EPA has found that there is suggestive evidence that PFOS and PFOA may cause cancer (EPA 2016d, 2016e).
The World Health Organization’s International Agency for Research on Cancer has found that PFOA is possibly carcinogenic to humans (Group 2B) (IARC 2016).
In May 2016, EPA established drinking water health advisories of 70 parts per trillion (0.07 micrograms per liter (µg/L)) for the combined concentrations of PFOS and PFOA. Above these levels, EPA recommends that drinking water systems take steps to assess contamination, inform consumers and limit exposure. The health advisory levels are based on the RfDs (EPA 2016b, 2016c).
What is TOP Assay
Traditional PFAS analyses report only of few of the thousands of known PFAS compounds and therefore may be under reporting the presence of these compounds in environmental samples.

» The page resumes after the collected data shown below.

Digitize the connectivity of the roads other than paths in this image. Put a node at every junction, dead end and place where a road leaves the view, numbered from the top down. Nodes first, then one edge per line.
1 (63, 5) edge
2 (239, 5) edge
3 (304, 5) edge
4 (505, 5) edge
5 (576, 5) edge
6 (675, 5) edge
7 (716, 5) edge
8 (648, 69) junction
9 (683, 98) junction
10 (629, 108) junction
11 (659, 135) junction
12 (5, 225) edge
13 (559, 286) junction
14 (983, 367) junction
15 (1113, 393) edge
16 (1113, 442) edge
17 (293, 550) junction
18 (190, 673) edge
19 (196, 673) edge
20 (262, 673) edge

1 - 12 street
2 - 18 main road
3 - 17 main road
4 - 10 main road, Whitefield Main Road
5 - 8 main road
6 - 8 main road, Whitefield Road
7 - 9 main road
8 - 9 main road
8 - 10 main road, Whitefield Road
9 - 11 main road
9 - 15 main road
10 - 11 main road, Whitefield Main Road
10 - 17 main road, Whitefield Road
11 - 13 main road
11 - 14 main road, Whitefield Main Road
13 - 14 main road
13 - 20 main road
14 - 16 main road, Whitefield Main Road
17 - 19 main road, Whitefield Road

However, an alternative method is available for PFAS analysis using Total Oxidizable Precursor Assay (TOP Assay). TOP Assay is a standardized pre-treatment of water samples or sample extracts designed to expose underlying PFAS not amenable to standard analysis. Perfluorinated carboxylates and sulfonates are stated to remain intact under the conditions of the assay.

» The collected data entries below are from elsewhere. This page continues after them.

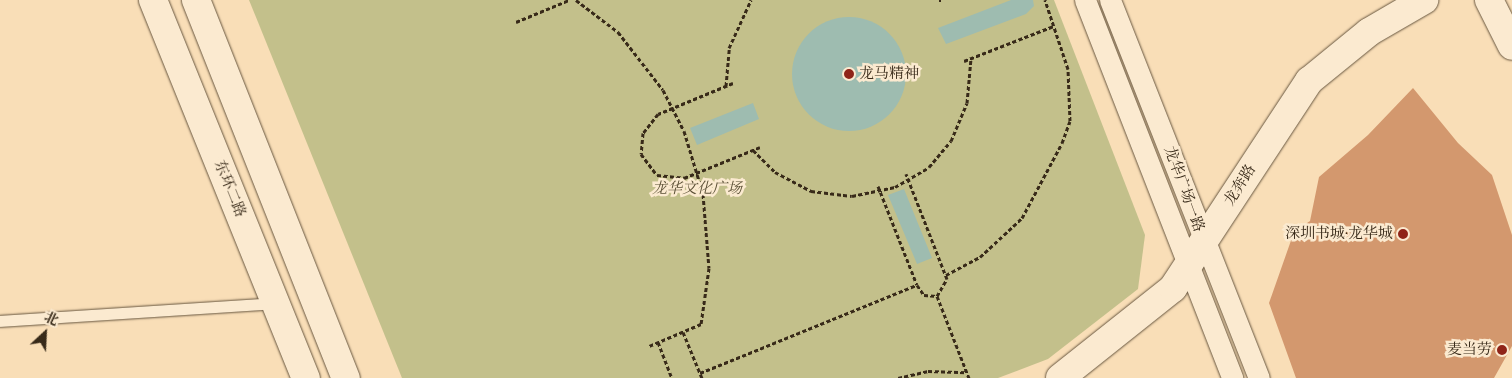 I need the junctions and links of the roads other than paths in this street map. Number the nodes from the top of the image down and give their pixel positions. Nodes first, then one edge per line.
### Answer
1 (153, 0) edge
2 (196, 0) edge
3 (1084, 0) edge
4 (1110, 0) edge
5 (1424, 0) edge
6 (1488, 0) edge
7 (1512, 46) edge
8 (1204, 246) junction
9 (1187, 269) junction
10 (277, 303) junction
11 (0, 321) edge
12 (306, 378) edge
13 (346, 378) edge
14 (1060, 378) edge
15 (1232, 378) edge
16 (1259, 378) edge

1 - 10 main road, 东环二路
2 - 13 main road
3 - 9 street, 龙华广场一路
4 - 8 street, 龙华广场一路
5 - 8 main road, 龙奔路
6 - 7 main road
8 - 9 main road, 龙奔路
8 - 16 street, 龙华广场一路
9 - 14 main road, 龙奔路
9 - 15 street, 龙华广场一路
10 - 11 lane
10 - 12 main road, 东环二路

Water samples, sample extracts (soil or water), or diluted foam products are incubated with potassium persulfate (60 mM) and sodium hydroxide (0.125 M) at 85°C for six hours. Samples are neutralized and then run for the full suite of PFAS compounds.
Note that this is an empirical test and comparable results can only be achieved by precisely following the conditions of the test.
Under the conditions of the assay, it is expected that fluortelomer sulfonates are broken down to shorter chain carboxylates by cleavage of the non-fluorinated portion of the molecule. Perfluorinated carboxylates and sulfonates are stated to remain intact under the conditions of the assay.
The TOP assay is capable of revealing the presence of PFAS that may, given time, weather to perfluorinated alkyl substances of concern, but is definitely not a predictor of the endpoint of abiotic and biotic breakdown in the field. Oxidation has been well considered as a treatment option. This includes both alkaline and heat activated persulfate, both of which are used in the TOP assay. In experiments performed at ALS, a 13C-labeled PFOS surrogate was added pre-oxidation and regularly recovered around 80%. Oxidation of a full analytical standard (not under standard conditions) also yielded less than a mass balance when summed, which indicated some loss to shorter chain PFAS carboxylates not normally quantified. On the flip side, if the oxidant is exhausted either by competition from non-PFAS organic carbon or high concentrations of PFAS, both qualitative and quantitative conversion of AFFF PFAS precursors may be incomplete.
In conclusion, the TOP assay is a useful tool in exposing the potential for ongoing contamination by PFAS compounds through biotic and abiotic weathering processes. Results, however, should be treated with caution, especially where health or ecological risk assessment is required. There may also be a case to expand analytical suites to cover other PFAS that may arise from weathering that might include some oxidation and hydrolysis, and, ideally, to have better models for predicting environmental endpoints of AFFF degradation.